Assignment — Without omitting anything, retype the data that follows.

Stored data
*** Begin section ***
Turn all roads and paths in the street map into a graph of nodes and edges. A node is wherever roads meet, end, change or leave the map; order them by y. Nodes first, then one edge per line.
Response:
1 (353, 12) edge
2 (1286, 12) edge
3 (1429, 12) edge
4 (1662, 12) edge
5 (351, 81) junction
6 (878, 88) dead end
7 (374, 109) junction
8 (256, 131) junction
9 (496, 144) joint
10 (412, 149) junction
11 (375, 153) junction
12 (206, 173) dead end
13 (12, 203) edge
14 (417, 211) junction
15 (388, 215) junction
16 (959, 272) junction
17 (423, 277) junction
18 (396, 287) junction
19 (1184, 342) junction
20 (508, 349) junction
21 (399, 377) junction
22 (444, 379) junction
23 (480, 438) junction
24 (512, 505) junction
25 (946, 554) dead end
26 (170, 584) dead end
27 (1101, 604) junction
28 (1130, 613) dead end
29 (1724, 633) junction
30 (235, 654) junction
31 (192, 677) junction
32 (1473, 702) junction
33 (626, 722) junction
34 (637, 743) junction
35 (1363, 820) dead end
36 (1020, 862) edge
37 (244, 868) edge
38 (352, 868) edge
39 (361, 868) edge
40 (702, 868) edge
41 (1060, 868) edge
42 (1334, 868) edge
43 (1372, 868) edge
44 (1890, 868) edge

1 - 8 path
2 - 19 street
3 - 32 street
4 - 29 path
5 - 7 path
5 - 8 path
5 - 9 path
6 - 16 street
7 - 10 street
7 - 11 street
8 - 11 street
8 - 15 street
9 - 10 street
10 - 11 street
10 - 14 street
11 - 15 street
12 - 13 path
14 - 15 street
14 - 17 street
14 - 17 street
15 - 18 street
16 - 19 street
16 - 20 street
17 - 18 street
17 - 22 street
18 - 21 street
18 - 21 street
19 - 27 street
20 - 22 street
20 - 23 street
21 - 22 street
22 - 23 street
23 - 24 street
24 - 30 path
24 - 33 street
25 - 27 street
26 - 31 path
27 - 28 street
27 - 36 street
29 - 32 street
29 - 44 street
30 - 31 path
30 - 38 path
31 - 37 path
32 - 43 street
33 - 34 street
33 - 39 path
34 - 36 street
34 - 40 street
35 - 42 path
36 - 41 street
*** End section ***
Exercise output —
Turn all roads and paths in the street map into a graph of nodes and edges. A node is wherever roads meet, end, change or leave the map; order them by y. Nodes first, then one edge per line.
Response:
1 (353, 12) edge
2 (1286, 12) edge
3 (1429, 12) edge
4 (1662, 12) edge
5 (351, 81) junction
6 (878, 88) dead end
7 (374, 109) junction
8 (256, 131) junction
9 (496, 144) joint
10 (412, 149) junction
11 (375, 153) junction
12 (206, 173) dead end
13 (12, 203) edge
14 (417, 211) junction
15 (388, 215) junction
16 (959, 272) junction
17 (423, 277) junction
18 (396, 287) junction
19 (1184, 342) junction
20 (508, 349) junction
21 (399, 377) junction
22 (444, 379) junction
23 (480, 438) junction
24 (512, 505) junction
25 (946, 554) dead end
26 (170, 584) dead end
27 (1101, 604) junction
28 (1130, 613) dead end
29 (1724, 633) junction
30 (235, 654) junction
31 (192, 677) junction
32 (1473, 702) junction
33 (626, 722) junction
34 (637, 743) junction
35 (1363, 820) dead end
36 (1020, 862) edge
37 (244, 868) edge
38 (352, 868) edge
39 (361, 868) edge
40 (702, 868) edge
41 (1060, 868) edge
42 (1334, 868) edge
43 (1372, 868) edge
44 (1890, 868) edge

1 - 8 path
2 - 19 street
3 - 32 street
4 - 29 path
5 - 7 path
5 - 8 path
5 - 9 path
6 - 16 street
7 - 10 street
7 - 11 street
8 - 11 street
8 - 15 street
9 - 10 street
10 - 11 street
10 - 14 street
11 - 15 street
12 - 13 path
14 - 15 street
14 - 17 street
14 - 17 street
15 - 18 street
16 - 19 street
16 - 20 street
17 - 18 street
17 - 22 street
18 - 21 street
18 - 21 street
19 - 27 street
20 - 22 street
20 - 23 street
21 - 22 street
22 - 23 street
23 - 24 street
24 - 30 path
24 - 33 street
25 - 27 street
26 - 31 path
27 - 28 street
27 - 36 street
29 - 32 street
29 - 44 street
30 - 31 path
30 - 38 path
31 - 37 path
32 - 43 street
33 - 34 street
33 - 39 path
34 - 36 street
34 - 40 street
35 - 42 path
36 - 41 street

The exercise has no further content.